● EXERCISE GOAL: For every line in the entries that contains "numbered", show the whole line.
[Opening SOURCE DATA section]
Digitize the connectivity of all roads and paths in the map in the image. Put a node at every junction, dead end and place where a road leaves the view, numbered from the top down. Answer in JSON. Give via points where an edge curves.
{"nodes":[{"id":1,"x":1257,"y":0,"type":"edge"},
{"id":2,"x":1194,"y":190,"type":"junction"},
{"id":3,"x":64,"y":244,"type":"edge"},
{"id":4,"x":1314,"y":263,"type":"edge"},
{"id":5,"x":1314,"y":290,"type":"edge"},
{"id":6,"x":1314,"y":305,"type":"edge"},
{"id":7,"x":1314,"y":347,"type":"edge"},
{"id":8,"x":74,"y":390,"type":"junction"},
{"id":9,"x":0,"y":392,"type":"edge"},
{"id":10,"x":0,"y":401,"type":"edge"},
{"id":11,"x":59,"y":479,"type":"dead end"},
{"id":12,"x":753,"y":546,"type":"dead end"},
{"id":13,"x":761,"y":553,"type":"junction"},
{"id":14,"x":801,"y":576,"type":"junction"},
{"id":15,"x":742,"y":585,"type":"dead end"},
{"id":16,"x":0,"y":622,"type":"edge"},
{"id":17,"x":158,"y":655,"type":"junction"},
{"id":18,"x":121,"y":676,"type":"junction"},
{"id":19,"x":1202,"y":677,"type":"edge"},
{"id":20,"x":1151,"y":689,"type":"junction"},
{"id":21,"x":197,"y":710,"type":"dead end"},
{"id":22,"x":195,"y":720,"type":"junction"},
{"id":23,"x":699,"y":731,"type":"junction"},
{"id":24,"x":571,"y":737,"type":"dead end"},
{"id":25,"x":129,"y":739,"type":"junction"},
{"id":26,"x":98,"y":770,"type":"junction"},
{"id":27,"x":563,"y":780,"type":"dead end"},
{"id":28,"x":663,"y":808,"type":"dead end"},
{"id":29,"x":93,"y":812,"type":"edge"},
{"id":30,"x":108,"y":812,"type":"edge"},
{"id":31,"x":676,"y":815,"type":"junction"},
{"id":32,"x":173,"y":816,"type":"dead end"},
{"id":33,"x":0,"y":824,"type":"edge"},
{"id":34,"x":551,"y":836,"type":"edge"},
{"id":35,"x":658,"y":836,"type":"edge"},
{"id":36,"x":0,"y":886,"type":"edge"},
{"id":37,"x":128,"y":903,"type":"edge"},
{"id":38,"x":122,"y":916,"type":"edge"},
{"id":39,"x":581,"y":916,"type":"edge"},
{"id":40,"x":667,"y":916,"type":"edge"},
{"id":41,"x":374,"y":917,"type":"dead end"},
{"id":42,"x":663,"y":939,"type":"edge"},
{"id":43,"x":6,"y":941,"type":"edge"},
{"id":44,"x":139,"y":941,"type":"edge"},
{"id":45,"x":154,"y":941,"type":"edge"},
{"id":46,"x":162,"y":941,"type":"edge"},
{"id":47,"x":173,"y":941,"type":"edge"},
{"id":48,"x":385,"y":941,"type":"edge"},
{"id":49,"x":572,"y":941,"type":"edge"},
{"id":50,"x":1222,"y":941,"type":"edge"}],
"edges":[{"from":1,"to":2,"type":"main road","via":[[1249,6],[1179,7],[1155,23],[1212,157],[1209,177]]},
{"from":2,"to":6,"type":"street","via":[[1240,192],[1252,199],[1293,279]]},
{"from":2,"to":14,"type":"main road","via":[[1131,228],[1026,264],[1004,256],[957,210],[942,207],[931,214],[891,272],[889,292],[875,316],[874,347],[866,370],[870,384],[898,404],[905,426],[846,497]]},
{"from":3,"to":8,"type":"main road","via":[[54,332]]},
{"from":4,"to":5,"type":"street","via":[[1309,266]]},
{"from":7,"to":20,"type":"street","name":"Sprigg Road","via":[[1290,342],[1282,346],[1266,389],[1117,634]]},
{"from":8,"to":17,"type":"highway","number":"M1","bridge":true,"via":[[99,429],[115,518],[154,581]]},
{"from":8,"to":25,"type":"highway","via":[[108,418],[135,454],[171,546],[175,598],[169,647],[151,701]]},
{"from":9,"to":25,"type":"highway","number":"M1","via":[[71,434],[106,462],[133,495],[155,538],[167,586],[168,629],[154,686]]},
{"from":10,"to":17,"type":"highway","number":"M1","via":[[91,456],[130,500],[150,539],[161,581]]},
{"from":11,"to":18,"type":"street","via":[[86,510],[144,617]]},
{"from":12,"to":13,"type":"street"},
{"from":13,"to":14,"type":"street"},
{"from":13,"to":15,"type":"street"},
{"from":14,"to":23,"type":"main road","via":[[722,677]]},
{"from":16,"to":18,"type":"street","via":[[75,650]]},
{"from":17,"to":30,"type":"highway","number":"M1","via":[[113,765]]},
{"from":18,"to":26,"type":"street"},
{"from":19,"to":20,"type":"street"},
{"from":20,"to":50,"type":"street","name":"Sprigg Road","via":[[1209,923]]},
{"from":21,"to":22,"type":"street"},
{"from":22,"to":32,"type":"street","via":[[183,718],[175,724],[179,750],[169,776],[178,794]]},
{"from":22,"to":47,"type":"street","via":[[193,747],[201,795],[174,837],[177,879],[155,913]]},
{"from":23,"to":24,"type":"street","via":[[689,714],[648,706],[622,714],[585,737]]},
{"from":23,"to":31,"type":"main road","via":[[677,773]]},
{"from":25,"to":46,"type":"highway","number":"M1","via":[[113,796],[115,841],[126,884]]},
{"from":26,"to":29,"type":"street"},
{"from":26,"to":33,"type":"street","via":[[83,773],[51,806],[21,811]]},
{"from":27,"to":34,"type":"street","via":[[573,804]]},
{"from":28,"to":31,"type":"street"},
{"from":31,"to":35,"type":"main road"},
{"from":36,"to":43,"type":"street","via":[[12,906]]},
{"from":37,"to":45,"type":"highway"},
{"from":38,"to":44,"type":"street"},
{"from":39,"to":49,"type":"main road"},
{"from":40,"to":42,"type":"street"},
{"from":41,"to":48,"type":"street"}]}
[Closing SOURCE DATA section]
[Opening SOURCE DATA section]
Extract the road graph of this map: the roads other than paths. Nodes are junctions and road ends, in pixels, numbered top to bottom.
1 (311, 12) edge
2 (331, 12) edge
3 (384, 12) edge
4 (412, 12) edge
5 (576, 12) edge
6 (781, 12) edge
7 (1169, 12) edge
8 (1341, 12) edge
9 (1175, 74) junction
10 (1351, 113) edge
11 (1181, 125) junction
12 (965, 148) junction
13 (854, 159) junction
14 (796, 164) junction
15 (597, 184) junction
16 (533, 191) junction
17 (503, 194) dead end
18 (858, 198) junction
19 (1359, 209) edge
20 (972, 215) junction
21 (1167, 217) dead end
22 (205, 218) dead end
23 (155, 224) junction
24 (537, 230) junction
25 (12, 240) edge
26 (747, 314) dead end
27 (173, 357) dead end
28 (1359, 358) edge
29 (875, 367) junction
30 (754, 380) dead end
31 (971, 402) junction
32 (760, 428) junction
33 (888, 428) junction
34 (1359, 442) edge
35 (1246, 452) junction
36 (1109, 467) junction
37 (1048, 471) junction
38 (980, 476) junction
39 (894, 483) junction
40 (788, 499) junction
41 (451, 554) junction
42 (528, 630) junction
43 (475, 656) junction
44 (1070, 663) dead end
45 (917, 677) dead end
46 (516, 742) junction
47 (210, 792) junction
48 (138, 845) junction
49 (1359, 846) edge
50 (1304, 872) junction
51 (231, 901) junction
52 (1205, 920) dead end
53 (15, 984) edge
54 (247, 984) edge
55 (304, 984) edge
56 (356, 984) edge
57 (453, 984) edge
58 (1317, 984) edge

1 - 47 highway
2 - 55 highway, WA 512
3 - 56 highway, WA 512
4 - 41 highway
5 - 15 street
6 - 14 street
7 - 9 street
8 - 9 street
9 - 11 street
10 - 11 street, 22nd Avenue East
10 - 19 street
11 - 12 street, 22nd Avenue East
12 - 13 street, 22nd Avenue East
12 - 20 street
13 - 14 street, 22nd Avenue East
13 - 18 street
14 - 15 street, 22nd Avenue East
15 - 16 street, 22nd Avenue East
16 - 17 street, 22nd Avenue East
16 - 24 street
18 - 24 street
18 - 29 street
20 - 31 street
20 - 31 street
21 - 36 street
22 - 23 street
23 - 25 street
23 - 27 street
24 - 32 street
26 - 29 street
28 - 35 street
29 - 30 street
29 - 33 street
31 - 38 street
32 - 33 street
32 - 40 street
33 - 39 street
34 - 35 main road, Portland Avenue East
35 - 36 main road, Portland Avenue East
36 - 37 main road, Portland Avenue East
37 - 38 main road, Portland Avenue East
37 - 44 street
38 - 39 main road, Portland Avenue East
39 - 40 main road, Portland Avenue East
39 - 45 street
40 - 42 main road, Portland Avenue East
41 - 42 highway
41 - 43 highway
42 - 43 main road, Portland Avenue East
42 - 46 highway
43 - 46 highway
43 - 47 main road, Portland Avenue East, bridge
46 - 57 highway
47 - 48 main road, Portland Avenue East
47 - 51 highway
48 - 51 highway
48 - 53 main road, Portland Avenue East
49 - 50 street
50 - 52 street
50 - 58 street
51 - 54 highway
[Closing SOURCE DATA section]
● ANSWER:
Digitize the connectivity of all roads and paths in the map in the image. Put a node at every junction, dead end and place where a road leaves the view, numbered from the top down. Answer in JSON. Give via points where an edge curves.
Extract the road graph of this map: the roads other than paths. Nodes are junctions and road ends, in pixels, numbered top to bottom.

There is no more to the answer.